You want to define who your buyers are so you can focus on finding the right people for your community. You will be actively seeking new members to join your networks. When deciding which networks to use in your strategy, you must think about the people who are your target audience. Understanding what they want and need is critical to deciding who to invite to your community.

For instance, a travel agent may observe her customers are between the ages of 30 to 70 years old. In recruiting community members, she will not focus heavily on teenagers or people in their early 20’s because these are not her buyers.

There are questions to ask yourself when thinking about your buyers. Make a list of the answers to the following:

  • Who are your major audiences?
  • What characteristics do your audience members share?
  • Who can you invite that falls under these categories?

Our travel agent might answer the questions this way:

"My major audience members are between the ages of 30 to 70 with discretionary income to spend on travel
My audience members love to travel and are adventurous. They often hold professional positions at work.
I will invite people who hold professional positions between the ages of 30 and 70."

Now our travel agent can look for groups of people on the networks who fit these criteria. She will find professional groups on Facebook and LinkedIn where she can begin to network and invite people to join her network community.

Another way to identify your buyers is to ask your customers about themselves. When you are on your network and interacting with your community, ask a customer, “Why did you buy? Did you get what you were looking for?” Their answers will provide information about characteristics of your buyers.

A quilt shop owner might receive a response such as, “I want to make gifts for my family for Christmas because I can save money.” Our shop owner now knows one characteristic of some of her customers is frugality.

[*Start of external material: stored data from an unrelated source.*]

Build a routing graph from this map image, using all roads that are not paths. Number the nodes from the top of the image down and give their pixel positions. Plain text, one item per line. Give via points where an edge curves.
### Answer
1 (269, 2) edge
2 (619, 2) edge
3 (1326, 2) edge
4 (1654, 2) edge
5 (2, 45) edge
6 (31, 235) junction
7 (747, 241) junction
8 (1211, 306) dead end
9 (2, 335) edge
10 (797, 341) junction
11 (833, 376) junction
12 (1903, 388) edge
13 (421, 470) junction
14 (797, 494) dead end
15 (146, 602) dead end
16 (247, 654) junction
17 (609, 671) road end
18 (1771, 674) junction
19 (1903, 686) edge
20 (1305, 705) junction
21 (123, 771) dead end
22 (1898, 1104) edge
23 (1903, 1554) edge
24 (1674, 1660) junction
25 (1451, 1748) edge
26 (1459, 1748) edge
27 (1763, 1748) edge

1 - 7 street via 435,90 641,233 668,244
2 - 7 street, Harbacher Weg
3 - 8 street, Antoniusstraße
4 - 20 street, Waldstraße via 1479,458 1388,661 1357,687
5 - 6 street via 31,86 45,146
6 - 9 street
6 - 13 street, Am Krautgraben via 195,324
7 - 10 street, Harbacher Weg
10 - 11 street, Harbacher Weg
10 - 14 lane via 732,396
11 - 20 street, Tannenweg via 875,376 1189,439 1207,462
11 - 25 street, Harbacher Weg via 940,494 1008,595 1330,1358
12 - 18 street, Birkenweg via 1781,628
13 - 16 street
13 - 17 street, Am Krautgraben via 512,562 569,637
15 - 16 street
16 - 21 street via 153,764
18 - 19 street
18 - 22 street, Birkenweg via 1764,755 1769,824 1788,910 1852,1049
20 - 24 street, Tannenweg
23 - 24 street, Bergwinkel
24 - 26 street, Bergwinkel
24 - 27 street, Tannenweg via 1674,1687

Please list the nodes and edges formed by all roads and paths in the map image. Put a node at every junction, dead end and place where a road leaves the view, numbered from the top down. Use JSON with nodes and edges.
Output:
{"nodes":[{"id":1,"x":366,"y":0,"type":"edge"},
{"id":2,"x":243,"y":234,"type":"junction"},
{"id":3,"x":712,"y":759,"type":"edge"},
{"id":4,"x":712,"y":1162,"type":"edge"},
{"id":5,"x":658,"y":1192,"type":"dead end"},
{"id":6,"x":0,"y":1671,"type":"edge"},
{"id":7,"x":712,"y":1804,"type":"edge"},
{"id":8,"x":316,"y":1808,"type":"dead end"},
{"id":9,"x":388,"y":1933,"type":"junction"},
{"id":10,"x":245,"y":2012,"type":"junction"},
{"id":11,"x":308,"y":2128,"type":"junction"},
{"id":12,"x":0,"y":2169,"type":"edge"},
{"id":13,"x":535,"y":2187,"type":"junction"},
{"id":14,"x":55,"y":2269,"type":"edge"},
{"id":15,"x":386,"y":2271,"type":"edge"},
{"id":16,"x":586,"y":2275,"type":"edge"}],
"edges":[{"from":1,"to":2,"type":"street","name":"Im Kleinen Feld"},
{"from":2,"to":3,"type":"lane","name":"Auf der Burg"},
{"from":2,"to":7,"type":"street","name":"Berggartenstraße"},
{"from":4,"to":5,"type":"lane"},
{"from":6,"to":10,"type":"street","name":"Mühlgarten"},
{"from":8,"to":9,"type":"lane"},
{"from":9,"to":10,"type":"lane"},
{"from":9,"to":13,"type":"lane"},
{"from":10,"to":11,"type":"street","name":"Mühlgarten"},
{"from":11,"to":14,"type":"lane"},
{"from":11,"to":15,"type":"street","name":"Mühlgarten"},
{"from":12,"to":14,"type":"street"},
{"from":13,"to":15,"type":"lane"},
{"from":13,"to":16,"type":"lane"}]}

Here are some other characteristics our owner might discover:

Emotions:

    • Fun-loving
    • Passionate

Interests:

    • Creative
    • Frugal
    • LearningDemographics:
    • 45 years – 75 years old
    • Female

Once you’ve identified characteristics of your customers, you are ready to find people who fit these descriptions.

To Your Success!

Deborah

 

P.S.: Interested in learning more about marketing with social media?  Sign up for your free ebook "Pump Up Your Profits With Social Media".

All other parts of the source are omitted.